Court Opinion

ID: 9845990
Source: CourtListenerOpinion
Date Created: 2023-09-24 03:32:29.427302+00
Date Added: 2024-06-11T09:16:30.776305
License: Public Domain

McCUSKEY, Justice,
concurring, in part, and dissenting, in part:
I agree with the majority position insofar as it directs compliance with the West Virginia law requiring Department of Corrections prisoners currently housed in county jails to be incarcerated in facilities of the Department of Corrections. However, I dissent from the part of the majority holding which interferes with the lawful discretion of the Department of Corrections to make incarceration decisions for specific inmates.
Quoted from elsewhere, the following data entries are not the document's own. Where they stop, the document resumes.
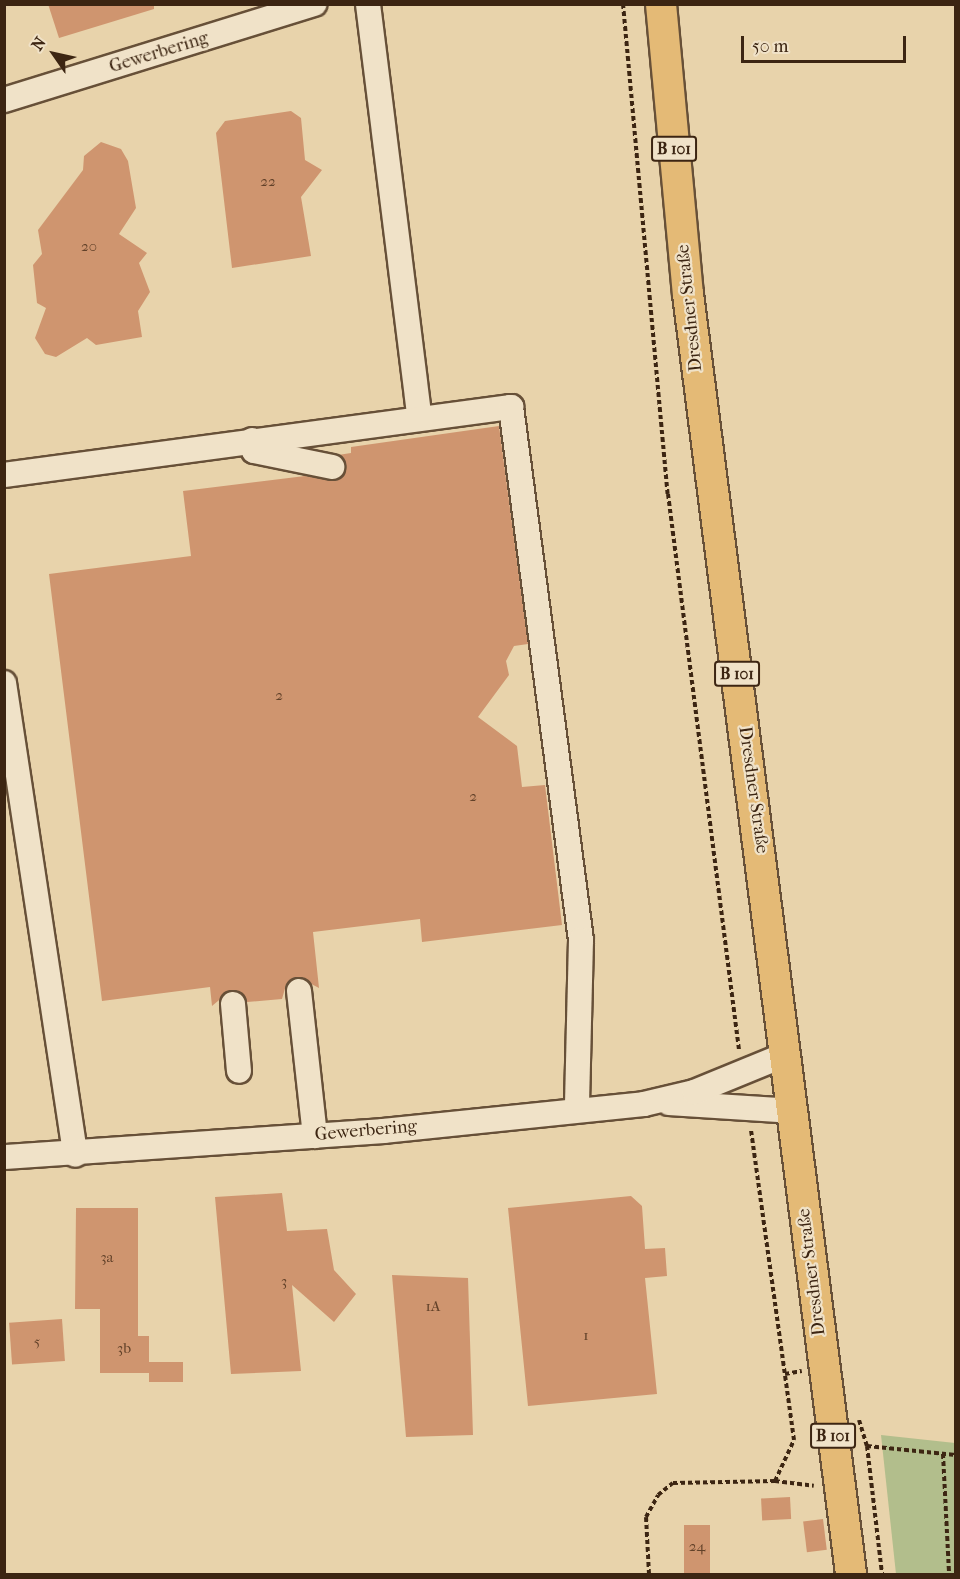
<!DOCTYPE html>
<html>
<head>
<meta charset="utf-8">
<style>
  body { margin:0 }
  #map { position:relative; width:960px; height:1579px; overflow:hidden; background:#e8d3ab; font-family:"IM FELL French Canon",serif }
  div>[style] { position:absolute }
  [style*='--x'] { left:calc(var(--x)*1px); top:calc(var(--y)*1px); width:calc(var(--w)*1px); rotate:calc(var(--a)*1deg) }
  .green>* { inset:0; background:#b2be8c }
  .building>* { inset:0; background:#cf956f; transform-origin:0 0 }
  .path>* { height:4px; margin-top:-2px; transform-origin:0; background:repeating-linear-gradient(90deg,#3c2512 0 4.5px,transparent 0 7.5px) }
  .roads { filter:drop-shadow(2px 0 #675038) drop-shadow(-2px 0 #675038) drop-shadow(0 2px #675038) drop-shadow(0 -2px #675038) }
  .minor>* { height:24px; margin:-12px; padding:0 12px; transform-origin:12px; border-radius:12px; background:#f0e2c8 }
  .major>* { height:30px; margin:-15px; padding:0 15px; transform-origin:15px; border-radius:15px; background:#e4ba76 }
  span { translate:-50% -50%; white-space:nowrap; text-align:center; line-height:1.15; -webkit-text-stroke:4.5px #f0e2c8; paint-order:stroke }
  .number-label { font-size:15px; color:#614129 }
  .number-label span { -webkit-text-stroke-width:0 }
  .shield-label span { padding:2px 4px; background:#f0e2c8; border:2px solid; border-radius:4px; -webkit-text-stroke-width:0 }
  .shield-label { font-size:16px; color:#3c2512; font-weight:700 }
  .street-label { font-size:18px; color:#3c2512 }
  .frame { position:absolute; inset:0; border:6px solid #3c2512; pointer-events:none }
  .north { position:absolute; left:24px; top:24px; width:60px; height:60px; -webkit-text-stroke:4px #f0e2c8; paint-order:stroke; rotate:304deg; font-size:16px; font-weight:700; line-height:24px; text-align:center; color:#3c2512 }
  .north::after { content:''; display:block; margin:auto; width:21px; height:27px; background:#3c2512; clip-path:polygon(50% 0,100% 100%,50% 72%,0 100%) }
  .scale { position:absolute; left:741px; top:36px; width:165px; height:27px; box-sizing:border-box; border:3px solid #3c2512; border-top:0; padding-left:8px; font-size:18px; line-height:21px; white-space:nowrap; color:#3c2512; -webkit-text-stroke:4px #f0e2c8; paint-order:stroke }
</style>
</head>
<body>
<div id="map">
  <div class="green">
    <i style="clip-path:polygon(881px 1435px,955px 1443px,955px 1574px,896px 1574px)"></i>
  </div>
  <div class="building">
    <i style="clip-path:polygon(48px 4px,154px 4px,154px 9px,59px 38px)"></i>
    <i style="clip-path:polygon(291px 111px,301px 118px,305px 160px,322px 170px,301px 197px,311px 256px,232px 268px,216px 133px,225px 121px)"></i>
    <i style="clip-path:polygon(101px 142px,121px 149px,128px 161px,136px 208px,119px 234px,147px 253px,139px 263px,150px 292px,138px 311px,142px 337px,96px 345px,87px 338px,56px 357px,45px 354px,35px 338px,46px 308px,37px 303px,33px 265px,42px 254px,38px 230px,83px 170px,84px 156px)"></i>
    <i style="clip-path:polygon(499px 426px,528px 644px,514px 646px,506px 661px,509px 675px,478px 717px,517px 746px,522px 787px,545px 785px,562px 925px,422px 942px,420px 919px,313px 932px,319px 988px,298px 977px,286px 985px,282px 999px,247px 1002px,231px 990px,212px 1006px,210px 987px,102px 1001px,49px 574px,191px 556px,183px 491px,305px 476px,336px 481px,346px 469px,338px 455px,351px 453px,351px 447px)"></i>
    <i style="clip-path:polygon(282px 1193px,287px 1231px,327px 1229px,334px 1270px,356px 1294px,334px 1322px,292px 1285px,301px 1371px,231px 1374px,215px 1197px)"></i>
    <i style="clip-path:polygon(631px 1196px,642px 1206px,645px 1249px,665px 1248px,667px 1276px,645px 1278px,657px 1394px,528px 1406px,508px 1208px)"></i>
    <i style="clip-path:polygon(76px 1208px,138px 1208px,138px 1336px,149px 1336px,149px 1373px,100px 1373px,100px 1309px,75px 1309px)"></i>
    <i style="clip-path:polygon(392px 1275px,468px 1278px,473px 1435px,406px 1437px)"></i>
    <i style="left:62px;top:1319px;width:42px;height:53px;rotate:86deg"></i>
    <i style="left:149px;top:1362px;width:34px;height:20px"></i>
    <i style="left:790px;top:1497px;width:22px;height:29px;rotate:87deg"></i>
    <i style="left:823px;top:1519px;width:31px;height:20px;rotate:83deg"></i>
    <i style="left:710px;top:1525px;width:50px;height:26px;rotate:90deg"></i>
  </div>
  <div class="path">
    <i style="--x:623;--y:4;--w:492;--a:84.8"></i>
    <i style="--x:668;--y:494;--w:561;--a:82.72"></i>
    <i style="--x:785;--y:1374;--w:17;--a:-10"></i>
    <i style="--x:859;--y:1420;--w:27;--a:73"></i>
    <i style="--x:867;--y:1446;--w:129;--a:83.3"></i>
    <i style="--x:867;--y:1446;--w:89;--a:5.8"></i>
    <i style="--x:943;--y:1454;--w:120;--a:87.1"></i>
    <i style="--x:775;--y:1481;--w:39;--a:7"></i>
    <i style="--x:649;--y:1574;--w:57;--a:-93"></i>
    <i style="--x:646;--y:1517;--w:25;--a:-61"></i>
    <i style="--x:658;--y:1495;--w:19;--a:-39"></i>
    <i style="--x:673;--y:1483;--w:102;--a:-1.1"></i>
    <i style="--x:775;--y:1481;--w:45;--a:-65.1"></i>
    <i style="--x:794;--y:1440;--w:314;--a:-97.9"></i>
  </div>
  <div class="roads">
    <div class="minor">
      <i style="--x:368;--y:4;--w:415;--a:82.9"></i>
      <i style="--x:4;--y:100;--w:325;--a:-17.2"></i>
      <i style="--x:252;--y:440;--w:11;--a:80"></i>
      <i style="--x:254;--y:451;--w:80;--a:11.6"></i>
      <i style="--x:4;--y:475;--w:512;--a:-7.64"></i>
      <i style="--x:511;--y:407;--w:538;--a:82.52"></i>
      <i style="--x:581;--y:940;--w:168;--a:91.4"></i>
      <i style="--x:4;--y:683;--w:477;--a:81.4"></i>
      <i style="--x:299;--y:991;--w:146;--a:83.7"></i>
      <i style="--x:233;--y:1004;--w:67;--a:84.9"></i>
      <i style="--x:669;--y:1103;--w:125;--a:3.7"></i>
      <i style="--x:4;--y:1157;--w:380;--a:-3.9"></i>
      <i style="--x:383;--y:1131;--w:262;--a:-5.9"></i>
      <i style="--x:644;--y:1104;--w:51;--a:-13.5"></i>
      <i style="--x:694;--y:1092;--w:100;--a:-22.2"></i>
    </div>
    <div class="major">
      <i style="--x:661;--y:4;--w:291;--a:84.7"></i>
      <i style="--x:688;--y:294;--w:1290;--a:82.74"></i>
    </div>
  </div>
  <div class="number-label">
    <span style="left:268px;top:182px">22</span>
    <span style="left:89px;top:247px">20</span>
    <span style="left:279px;top:696px">2</span>
    <span style="left:473px;top:797px">2</span>
    <span style="left:107px;top:1258px">3a</span>
    <span style="left:284px;top:1282px">3</span>
    <span style="left:433px;top:1307px">1A</span>
    <span style="left:586px;top:1336px">1</span>
    <span style="left:37px;top:1342px">5</span>
    <span style="left:124px;top:1349px">3b</span>
    <span style="left:697px;top:1547px">24</span>
  </div>
  <div class="shield-label">
    <span style="left:674px;top:149px">B 101</span>
    <span style="left:737px;top:674px">B 101</span>
    <span style="left:833px;top:1436px">B 101</span>
  </div>
  <div class="street-label">
    <span style="left:159px;top:53px;rotate:-17deg">Gewerbering</span>
    <span style="left:690px;top:308px;rotate:-96deg">Dresdner Straße</span>
    <span style="left:753px;top:790px;rotate:82deg">Dresdner Straße</span>
    <span style="left:366px;top:1131px;rotate:-5deg">Gewerbering</span>
    <span style="left:812px;top:1272px;rotate:-97deg">Dresdner Straße</span>
  </div>
  <div class="frame"></div>
  <div class="north">N</div>
  <div class="scale">50 m</div>
</div>
</body>
</html>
I am particularly concerned with the majority’s statement that the duty of the Department of Corrections to incarcerate inmates in a state penal facility is simply being shifted to the regional and county jails. Clearly, prison overcrowding is a very real problem and one which is not easily solved. However, the Legislature has provided, under § 31-20-5(8) of the West Virginia Code, that the Regional Jail Authority may lease space and facilities in the regional jails to the *413West Virginia Department of Corrections “for the keeping and detaining of prisoners sentenced to serve terms of incarceration under the custody of the West Virginia department of corrections for nonviolent crimes.”
Since the Legislature has clearly provided the Department of Corrections with this option, and as the only restraint placed upon this alternative is that “such leasing not restrict space or facilities needed for the detention of county prisoners,” I do not think that we should state, as we did in the order of December 8, 1997 pursuant to State ex rel. Dodrill v. Scott and State ex rel. Smith v. Skaff, that the duty of the Department of Corrections to incarcerate inmates who are sentenced to the penitentiary, “in a state penal facility operated by the Division of Corrections,” is wholly nondiscretionary. Rather, it is nondiseretionary except as modified by the Legislature, which determines the extent of the authority of state agencies. For us to remove a grant of authority, which the Legislature has clearly provided to the Department of Corrections, is, in my opinion, micromanagement of that department and is unwarranted.
For the foregoing reasons, I concur in part and dissent in part.